WHAT YOU ARE ASKED TO DO
The answer must consist of every line below that holds the word "Crescent".

MATERIAL PROVIDED
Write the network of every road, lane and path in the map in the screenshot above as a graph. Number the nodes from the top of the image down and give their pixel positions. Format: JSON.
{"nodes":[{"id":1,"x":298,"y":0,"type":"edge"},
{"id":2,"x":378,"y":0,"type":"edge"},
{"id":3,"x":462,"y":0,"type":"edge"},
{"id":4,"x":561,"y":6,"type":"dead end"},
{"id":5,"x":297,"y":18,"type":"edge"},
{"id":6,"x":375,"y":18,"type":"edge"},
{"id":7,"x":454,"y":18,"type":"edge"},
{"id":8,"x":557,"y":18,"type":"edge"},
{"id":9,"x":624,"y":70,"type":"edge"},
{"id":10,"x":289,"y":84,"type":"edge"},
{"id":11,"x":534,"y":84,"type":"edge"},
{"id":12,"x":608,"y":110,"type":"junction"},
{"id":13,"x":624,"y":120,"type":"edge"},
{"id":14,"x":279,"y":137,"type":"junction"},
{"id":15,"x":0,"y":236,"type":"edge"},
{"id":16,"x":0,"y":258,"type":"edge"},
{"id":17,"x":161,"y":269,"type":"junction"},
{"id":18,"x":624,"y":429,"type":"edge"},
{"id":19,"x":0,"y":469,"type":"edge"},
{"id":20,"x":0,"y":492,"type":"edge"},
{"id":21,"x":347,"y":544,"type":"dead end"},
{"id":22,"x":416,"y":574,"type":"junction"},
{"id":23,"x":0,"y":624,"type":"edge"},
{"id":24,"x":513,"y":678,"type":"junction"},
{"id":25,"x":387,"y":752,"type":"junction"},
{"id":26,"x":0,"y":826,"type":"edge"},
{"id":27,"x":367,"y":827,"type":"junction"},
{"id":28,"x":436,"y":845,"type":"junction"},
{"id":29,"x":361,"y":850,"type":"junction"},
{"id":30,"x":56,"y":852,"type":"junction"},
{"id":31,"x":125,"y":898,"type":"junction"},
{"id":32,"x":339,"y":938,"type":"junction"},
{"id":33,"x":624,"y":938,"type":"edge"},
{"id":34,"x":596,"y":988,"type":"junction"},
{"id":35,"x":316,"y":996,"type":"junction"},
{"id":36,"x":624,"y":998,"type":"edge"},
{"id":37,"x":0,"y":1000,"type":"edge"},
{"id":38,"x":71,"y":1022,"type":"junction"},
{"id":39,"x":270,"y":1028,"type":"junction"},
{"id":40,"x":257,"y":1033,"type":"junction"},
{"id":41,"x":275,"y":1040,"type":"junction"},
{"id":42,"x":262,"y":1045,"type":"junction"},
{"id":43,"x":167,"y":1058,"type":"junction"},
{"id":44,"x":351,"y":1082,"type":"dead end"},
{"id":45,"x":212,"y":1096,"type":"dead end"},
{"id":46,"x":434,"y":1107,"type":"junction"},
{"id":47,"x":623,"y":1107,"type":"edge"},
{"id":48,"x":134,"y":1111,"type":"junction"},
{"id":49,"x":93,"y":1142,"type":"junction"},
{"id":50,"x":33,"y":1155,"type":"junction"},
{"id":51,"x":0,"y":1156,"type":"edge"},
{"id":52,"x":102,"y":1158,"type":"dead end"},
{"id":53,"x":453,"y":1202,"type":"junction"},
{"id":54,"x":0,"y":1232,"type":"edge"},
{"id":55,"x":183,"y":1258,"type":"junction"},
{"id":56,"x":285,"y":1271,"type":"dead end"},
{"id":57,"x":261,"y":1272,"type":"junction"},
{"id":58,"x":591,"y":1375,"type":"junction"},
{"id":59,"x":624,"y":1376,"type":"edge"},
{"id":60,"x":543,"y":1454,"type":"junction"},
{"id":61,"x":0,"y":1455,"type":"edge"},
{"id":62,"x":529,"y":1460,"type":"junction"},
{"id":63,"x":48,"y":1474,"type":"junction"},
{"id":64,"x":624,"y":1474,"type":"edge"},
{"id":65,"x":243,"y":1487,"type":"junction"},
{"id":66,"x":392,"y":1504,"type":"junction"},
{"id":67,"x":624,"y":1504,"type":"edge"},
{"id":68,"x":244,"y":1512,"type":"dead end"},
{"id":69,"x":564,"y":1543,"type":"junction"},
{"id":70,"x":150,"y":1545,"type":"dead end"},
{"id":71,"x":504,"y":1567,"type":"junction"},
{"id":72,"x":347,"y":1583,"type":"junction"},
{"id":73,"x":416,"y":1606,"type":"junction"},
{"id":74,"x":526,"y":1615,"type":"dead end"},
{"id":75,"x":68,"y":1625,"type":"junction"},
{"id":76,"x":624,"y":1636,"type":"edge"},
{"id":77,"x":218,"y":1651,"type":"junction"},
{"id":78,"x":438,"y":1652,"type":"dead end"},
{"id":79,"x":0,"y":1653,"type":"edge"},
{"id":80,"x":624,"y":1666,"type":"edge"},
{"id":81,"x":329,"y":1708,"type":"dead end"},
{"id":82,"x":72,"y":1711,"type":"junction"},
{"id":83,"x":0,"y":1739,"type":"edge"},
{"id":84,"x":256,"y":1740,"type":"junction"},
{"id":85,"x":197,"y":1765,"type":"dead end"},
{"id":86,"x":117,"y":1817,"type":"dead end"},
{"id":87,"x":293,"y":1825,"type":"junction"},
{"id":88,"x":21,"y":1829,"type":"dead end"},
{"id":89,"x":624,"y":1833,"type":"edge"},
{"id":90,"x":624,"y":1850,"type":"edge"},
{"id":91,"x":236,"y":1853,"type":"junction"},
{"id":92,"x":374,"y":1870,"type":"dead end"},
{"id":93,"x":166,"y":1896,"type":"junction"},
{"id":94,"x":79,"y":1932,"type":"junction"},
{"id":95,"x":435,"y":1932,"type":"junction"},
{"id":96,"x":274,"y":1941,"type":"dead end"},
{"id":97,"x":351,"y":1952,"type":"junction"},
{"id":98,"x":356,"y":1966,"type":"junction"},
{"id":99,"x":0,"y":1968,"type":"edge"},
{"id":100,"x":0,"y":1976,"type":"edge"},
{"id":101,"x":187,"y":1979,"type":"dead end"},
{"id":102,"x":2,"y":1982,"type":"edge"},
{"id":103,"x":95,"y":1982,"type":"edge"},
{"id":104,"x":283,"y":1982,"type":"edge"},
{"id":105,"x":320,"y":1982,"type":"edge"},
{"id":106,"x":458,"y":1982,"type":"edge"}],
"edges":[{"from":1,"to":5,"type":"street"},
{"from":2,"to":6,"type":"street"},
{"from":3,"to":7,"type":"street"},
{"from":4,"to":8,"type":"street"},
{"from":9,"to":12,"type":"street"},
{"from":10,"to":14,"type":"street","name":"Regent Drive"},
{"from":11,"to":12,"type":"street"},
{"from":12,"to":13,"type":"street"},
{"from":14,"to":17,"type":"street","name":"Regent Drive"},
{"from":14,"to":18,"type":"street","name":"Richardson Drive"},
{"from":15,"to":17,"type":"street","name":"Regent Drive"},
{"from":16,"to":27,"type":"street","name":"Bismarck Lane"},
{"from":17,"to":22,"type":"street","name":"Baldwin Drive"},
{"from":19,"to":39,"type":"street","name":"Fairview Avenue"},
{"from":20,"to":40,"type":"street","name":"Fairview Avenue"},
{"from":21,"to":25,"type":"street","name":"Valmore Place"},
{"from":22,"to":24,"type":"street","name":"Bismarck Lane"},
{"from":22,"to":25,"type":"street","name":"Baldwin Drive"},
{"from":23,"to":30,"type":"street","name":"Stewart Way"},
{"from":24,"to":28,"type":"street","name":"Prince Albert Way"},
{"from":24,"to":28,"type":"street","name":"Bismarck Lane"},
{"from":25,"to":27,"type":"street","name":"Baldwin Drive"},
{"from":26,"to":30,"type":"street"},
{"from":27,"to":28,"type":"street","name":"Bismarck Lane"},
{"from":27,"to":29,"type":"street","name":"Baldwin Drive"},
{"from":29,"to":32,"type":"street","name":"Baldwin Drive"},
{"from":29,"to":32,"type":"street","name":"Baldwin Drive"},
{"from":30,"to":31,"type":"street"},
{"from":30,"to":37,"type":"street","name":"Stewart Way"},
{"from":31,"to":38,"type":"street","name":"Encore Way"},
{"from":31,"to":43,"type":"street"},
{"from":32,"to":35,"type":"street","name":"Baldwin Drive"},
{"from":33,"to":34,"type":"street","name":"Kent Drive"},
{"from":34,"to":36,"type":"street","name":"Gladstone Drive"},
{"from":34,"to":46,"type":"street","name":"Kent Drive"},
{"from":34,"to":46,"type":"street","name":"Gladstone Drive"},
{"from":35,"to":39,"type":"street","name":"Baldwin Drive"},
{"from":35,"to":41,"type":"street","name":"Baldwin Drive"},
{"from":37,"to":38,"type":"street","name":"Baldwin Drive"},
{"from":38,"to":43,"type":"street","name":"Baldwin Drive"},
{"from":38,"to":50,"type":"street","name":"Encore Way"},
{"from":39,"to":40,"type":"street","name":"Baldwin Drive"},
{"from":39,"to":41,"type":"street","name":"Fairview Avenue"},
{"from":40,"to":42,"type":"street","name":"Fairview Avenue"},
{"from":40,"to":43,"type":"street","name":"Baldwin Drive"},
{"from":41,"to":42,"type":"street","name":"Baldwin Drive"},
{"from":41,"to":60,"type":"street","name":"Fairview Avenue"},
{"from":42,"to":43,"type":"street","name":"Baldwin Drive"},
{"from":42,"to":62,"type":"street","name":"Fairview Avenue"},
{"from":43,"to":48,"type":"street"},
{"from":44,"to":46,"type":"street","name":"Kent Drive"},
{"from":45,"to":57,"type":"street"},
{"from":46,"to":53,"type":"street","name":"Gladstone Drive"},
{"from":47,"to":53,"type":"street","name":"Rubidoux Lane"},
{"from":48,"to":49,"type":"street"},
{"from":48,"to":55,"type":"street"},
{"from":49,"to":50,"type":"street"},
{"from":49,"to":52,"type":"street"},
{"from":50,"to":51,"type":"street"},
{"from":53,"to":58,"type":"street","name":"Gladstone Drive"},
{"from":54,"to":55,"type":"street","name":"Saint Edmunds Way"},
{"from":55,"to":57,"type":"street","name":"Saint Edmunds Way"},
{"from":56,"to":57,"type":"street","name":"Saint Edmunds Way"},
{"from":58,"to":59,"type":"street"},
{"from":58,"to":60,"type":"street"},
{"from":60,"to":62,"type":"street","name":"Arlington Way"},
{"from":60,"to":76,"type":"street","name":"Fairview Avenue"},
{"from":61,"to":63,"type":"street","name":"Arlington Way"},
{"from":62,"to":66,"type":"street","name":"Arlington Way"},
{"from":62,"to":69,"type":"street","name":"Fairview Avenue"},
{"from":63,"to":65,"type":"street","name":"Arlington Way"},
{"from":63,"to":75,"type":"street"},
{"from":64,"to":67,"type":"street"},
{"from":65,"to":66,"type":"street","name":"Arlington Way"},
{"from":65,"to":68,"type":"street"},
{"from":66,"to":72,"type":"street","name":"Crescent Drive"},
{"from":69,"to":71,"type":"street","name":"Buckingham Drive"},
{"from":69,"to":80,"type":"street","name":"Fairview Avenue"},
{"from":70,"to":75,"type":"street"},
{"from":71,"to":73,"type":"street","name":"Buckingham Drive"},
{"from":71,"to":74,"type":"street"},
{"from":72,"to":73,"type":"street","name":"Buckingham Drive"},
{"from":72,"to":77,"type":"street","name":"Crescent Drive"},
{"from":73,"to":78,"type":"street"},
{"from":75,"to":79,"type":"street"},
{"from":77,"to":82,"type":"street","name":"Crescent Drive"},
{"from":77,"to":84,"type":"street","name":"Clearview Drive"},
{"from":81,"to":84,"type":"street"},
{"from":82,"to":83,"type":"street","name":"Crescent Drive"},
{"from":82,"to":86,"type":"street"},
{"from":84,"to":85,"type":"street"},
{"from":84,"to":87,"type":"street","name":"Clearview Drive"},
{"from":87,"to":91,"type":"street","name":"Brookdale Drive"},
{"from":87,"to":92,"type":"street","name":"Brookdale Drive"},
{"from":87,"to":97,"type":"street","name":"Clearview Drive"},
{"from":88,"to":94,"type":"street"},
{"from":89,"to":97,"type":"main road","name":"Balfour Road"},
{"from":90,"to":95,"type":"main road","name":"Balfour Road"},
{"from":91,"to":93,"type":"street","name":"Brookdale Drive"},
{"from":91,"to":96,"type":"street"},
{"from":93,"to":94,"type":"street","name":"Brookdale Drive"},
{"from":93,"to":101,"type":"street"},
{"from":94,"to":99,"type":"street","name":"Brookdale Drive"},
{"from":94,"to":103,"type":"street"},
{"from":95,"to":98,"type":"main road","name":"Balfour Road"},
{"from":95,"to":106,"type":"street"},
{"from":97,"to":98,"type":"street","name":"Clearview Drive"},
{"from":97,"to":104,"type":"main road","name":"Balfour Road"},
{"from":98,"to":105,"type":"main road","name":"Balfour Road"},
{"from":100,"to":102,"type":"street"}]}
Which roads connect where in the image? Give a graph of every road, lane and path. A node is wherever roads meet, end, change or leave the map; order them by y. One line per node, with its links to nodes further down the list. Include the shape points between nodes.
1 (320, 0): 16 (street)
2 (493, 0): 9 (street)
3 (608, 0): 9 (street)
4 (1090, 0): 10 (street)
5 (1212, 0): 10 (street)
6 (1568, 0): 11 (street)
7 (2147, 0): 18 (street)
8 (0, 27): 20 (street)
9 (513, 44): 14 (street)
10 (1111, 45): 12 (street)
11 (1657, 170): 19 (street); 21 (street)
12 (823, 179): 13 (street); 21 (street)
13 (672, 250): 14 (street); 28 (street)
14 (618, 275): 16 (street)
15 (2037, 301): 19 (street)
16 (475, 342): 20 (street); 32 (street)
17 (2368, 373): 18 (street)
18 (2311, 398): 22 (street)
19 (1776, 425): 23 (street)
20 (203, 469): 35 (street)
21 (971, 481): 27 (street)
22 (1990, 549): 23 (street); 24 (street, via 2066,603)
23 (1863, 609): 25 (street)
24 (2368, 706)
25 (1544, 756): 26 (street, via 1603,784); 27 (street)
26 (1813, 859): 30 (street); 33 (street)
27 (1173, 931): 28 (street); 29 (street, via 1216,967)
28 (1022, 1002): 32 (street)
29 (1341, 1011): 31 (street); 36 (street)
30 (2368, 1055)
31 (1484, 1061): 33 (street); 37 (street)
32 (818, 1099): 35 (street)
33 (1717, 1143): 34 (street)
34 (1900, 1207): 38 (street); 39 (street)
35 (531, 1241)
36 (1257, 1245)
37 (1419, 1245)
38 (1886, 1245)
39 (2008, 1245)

OUTPUT OF THE EXERCISE
{"from":66,"to":72,"type":"street","name":"Crescent Drive"},
{"from":72,"to":77,"type":"street","name":"Crescent Drive"},
{"from":77,"to":82,"type":"street","name":"Crescent Drive"},
{"from":82,"to":83,"type":"street","name":"Crescent Drive"},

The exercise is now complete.